Here it is. Because in the forbearance of God, he passed over the sins previously committed for the demonstration, I say, of his righteousness at the present time. That is the cross that he might be just and the justifier of the one who has faith in Jesus. In other words, the cross of Christ was a demonstration of God's righteousness to prove that God had not changed the rules to prove that sin had to be punished. The demonstration was needed because God could have been viewed as unrighteous, as partial, as inconsistent. Sometimes his wrath was felt by a nation or a family or a person and other times, people that did worse things were allowed to live. In fact, they were called the friend of God or they were called the man after God's own heart.

What was going on? Well, it tells us here that the cross was the demonstration that he in fact had a holy standard. But it does tell us that he passed over.

What does it mean he passed over? In the forbearance of God, he passed over the sins previously committed. That word passed over, paresis, refers to the temporary passing over, the temporary withholding of full judgment against sin for a certain period of time. Did God do that? Paul said he did it. Does it seem to make sense with what you read out of the Old Testament?

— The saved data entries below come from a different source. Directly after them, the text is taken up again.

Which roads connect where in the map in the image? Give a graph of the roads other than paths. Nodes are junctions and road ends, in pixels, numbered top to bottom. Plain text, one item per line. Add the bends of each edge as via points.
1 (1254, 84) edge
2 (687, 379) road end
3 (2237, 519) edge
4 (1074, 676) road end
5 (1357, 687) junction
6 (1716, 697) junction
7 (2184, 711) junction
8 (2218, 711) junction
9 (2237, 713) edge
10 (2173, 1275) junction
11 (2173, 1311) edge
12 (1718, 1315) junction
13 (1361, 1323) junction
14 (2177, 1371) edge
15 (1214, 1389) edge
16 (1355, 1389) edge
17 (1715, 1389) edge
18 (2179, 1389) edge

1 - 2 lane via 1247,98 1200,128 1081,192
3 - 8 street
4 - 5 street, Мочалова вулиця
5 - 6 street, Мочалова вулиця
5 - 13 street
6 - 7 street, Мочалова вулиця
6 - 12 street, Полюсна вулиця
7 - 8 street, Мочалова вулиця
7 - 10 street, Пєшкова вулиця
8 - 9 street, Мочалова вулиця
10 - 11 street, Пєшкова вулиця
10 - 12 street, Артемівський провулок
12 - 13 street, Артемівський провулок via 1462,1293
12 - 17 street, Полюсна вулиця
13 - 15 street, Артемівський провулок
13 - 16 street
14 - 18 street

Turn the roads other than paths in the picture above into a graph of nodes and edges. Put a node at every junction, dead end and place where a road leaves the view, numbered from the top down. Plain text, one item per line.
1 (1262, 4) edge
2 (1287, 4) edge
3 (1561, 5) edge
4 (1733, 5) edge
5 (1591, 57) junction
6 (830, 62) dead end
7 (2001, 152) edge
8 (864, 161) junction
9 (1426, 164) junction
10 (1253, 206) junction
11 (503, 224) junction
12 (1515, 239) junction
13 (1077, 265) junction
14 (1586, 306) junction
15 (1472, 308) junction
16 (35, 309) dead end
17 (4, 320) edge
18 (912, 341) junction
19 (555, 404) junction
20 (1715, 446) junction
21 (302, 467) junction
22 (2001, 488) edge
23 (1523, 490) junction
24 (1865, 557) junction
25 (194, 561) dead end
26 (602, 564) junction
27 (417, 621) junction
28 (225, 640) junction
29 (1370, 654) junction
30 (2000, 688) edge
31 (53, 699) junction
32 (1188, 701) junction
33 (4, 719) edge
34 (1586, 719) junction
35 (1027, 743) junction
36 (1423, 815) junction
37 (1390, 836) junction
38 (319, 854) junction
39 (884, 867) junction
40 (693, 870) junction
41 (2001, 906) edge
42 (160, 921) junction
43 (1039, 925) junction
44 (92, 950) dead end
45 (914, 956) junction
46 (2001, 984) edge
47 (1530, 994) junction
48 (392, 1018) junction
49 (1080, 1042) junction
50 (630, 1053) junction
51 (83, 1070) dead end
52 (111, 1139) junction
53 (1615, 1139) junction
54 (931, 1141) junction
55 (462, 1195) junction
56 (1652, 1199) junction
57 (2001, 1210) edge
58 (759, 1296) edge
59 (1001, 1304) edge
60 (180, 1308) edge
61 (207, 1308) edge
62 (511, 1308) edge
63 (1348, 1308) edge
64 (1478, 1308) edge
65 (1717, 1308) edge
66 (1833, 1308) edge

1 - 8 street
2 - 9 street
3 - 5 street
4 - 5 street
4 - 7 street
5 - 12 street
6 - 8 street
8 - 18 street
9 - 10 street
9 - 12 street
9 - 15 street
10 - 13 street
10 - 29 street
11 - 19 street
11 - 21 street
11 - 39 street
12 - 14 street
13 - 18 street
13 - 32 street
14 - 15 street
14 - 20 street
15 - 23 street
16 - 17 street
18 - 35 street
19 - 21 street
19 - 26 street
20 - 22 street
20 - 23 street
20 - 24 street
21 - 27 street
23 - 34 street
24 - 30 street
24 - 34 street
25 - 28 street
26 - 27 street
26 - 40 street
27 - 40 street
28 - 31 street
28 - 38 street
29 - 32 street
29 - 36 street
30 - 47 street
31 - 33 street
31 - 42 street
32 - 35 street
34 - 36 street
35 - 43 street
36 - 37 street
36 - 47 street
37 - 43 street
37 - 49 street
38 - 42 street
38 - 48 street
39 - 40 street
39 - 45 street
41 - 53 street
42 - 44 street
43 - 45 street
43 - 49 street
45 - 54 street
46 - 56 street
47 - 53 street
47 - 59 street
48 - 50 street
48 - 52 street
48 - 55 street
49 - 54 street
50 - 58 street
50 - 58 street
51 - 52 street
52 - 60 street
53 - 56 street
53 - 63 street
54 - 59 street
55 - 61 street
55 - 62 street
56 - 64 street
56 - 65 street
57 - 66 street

Makes perfect sense. Adam and Eve sinned. Did God demonstrate his full wrath against unrighteousness and wipe him off the face of the earth?

No. He killed some animals, didn't he? And he covered them. He made atonement for them. He temporarily brought, at least within their lifetime, and those sacrifices would continue throughout their lives, that sense of forgiveness. So he dealt with it in that way.

In fact, at that very moment, he pointed to a coming substitutionary atonement, someone who would shed his blood that would permanently cleanse sin. In the book of Leviticus, where God formalized the approach to his holiness, in the form of that tabernacle and that holy place, and then the Holy of Holies, and of course, in the Holy of Holies, you remember, was the Ark of the Covenant. The Ark was simply a wooden box, about a foot long, or a yard long, excuse me. It was covered over with gold and inside were a number of things and the most significant, as it relates to atonement, was the tablets of stone upon which God had written the law with his finger. They were placed in that ark.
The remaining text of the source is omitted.